Bringing in distressed furniture, organic accessories, and some genuine or artificial greenery can really pull the room together and celebrate the natural, real vibe you have introduced to your home through your choice of matte wood flooring.
Matte or Satin Finish: The Luster Factor
Let’s get technical for a second. The shine of a hardwood floor’s finish is known as its luster. The luster is a measure of how much light is reflected back from the floor’s surface when a light source shines on it. So when you are talking about matte vs. satin finish hardwood floors, you have a way to precisely compare the difference in light reflection that we are talking about.
Satin finish hardwood flooring typically has around 40 percent luster. By contrast, matte wood finish flooring has 25 percent luster. When it comes to design aesthetic and the overall look of a room, this difference is actually quite significant. Some home designers and interior decorators claim that when offered a choice and samples of both options, around 80 to 90 percent of homeowners end up choosing a satin finish for their floors.
If you are curious, you might be interested to know that semi-gloss hardwood floors have a luster of around 55 percent. Glossy finish offers a 70 percent luster factor. Though the use of glossy flooring has decreased in private homes due to the maintenance demands that we have previously mentioned, you will still see glossy finish flooring in bowling alleys and gyms. These floors do require daily cleaning and usually need to be sanded, refinished, and waxed much more often than other types of wood flooring finishes.
What if you select a specific type of finish for your hardwood floors and then later decide that you don’t like it at all? Well, fortunately, there is a way to reverse your decision. Sure, it will take time and money, but at least there is no need to completely replace the floors. You will need to do a screen and recoat instead.
Basically, you would scuff up or abrade the floor’s surface with a buffer and redo it with a coat of polyurethane. You are technically not sanding the wood. You are just sanding the topcoat of protective poly and then redoing that topcoat with an adjusted finish. By this method, you can tone down the gloss of your floors or amp it up as needed. Just remember that this process doesn’t go as deep as a full sanding and refinishing process, so it won’t help with color changes or serious scratches that go down into the wood.

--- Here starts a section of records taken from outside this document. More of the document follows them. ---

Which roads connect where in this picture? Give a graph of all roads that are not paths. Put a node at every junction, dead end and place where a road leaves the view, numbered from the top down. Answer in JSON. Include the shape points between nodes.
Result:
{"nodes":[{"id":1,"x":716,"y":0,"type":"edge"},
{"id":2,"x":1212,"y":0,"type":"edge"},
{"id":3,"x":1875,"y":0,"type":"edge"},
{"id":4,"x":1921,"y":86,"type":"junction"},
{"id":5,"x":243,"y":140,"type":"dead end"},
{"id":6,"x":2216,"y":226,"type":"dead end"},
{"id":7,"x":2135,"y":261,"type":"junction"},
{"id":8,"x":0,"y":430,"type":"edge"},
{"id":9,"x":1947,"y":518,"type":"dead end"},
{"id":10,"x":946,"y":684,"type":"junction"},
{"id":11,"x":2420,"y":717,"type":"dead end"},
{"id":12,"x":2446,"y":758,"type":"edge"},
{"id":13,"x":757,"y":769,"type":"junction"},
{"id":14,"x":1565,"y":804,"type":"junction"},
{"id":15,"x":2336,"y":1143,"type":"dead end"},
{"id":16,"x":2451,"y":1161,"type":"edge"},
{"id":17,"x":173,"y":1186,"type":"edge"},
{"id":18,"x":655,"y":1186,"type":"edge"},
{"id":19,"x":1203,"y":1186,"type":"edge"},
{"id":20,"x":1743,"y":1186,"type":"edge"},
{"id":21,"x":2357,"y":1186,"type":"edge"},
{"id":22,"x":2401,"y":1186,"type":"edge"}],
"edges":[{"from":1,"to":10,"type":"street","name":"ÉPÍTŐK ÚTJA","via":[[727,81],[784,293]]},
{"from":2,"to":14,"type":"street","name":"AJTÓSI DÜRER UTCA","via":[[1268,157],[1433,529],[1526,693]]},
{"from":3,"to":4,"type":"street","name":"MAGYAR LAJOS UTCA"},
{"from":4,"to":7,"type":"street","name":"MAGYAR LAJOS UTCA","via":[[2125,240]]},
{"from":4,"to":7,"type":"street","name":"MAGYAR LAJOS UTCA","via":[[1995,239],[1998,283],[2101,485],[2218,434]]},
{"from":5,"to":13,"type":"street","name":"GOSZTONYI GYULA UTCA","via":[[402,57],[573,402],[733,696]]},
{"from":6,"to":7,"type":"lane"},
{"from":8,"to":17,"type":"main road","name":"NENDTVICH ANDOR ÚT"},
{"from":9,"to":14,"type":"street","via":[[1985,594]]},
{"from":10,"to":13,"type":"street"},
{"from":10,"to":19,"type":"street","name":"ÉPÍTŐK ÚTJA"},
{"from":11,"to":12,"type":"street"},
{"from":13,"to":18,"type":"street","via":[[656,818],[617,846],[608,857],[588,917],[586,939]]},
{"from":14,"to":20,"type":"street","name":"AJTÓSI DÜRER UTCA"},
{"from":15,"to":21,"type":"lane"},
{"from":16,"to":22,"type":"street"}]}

Wood Floor Finishes: Satin vs. Matte Overview
Here’s the rundown: basically, you can’t go wrong with either satin or matte finish for your wood floors. If you want a sleek, elegant look with a bit more sheen, go with a satin finish. This looks especially good if you are choosing darker wood. However, if you are into the cottage feel or a more rustic farmhouse vibe, or if the log cabin look is totally your style, you may want to give matte floors a try.
With either matte or satin finish, you can count on the floors being fairly forgiving to normal everyday life. However, every kind of wood floor has its limits, so be aware of which behaviors, chemicals, or incidents could cause permanent cosmetic harm to the floors in your home, and try to limit the floor’s exposure to such risk factors.
If you are still in doubt about which type of flooring would look best in your home, it may be time to call in a consultant. Home designers and interior decorators have experience with bringing together their clients’ practical needs with their aesthetic wishes. When you hire an expert in interior design, you’ll have someone there to give you that professional eye and advice you need to make the right choice. Once your floors are installed, you can enjoy the beautiful surfaces throughout your home—surfaces that will hopefully last through many years to come.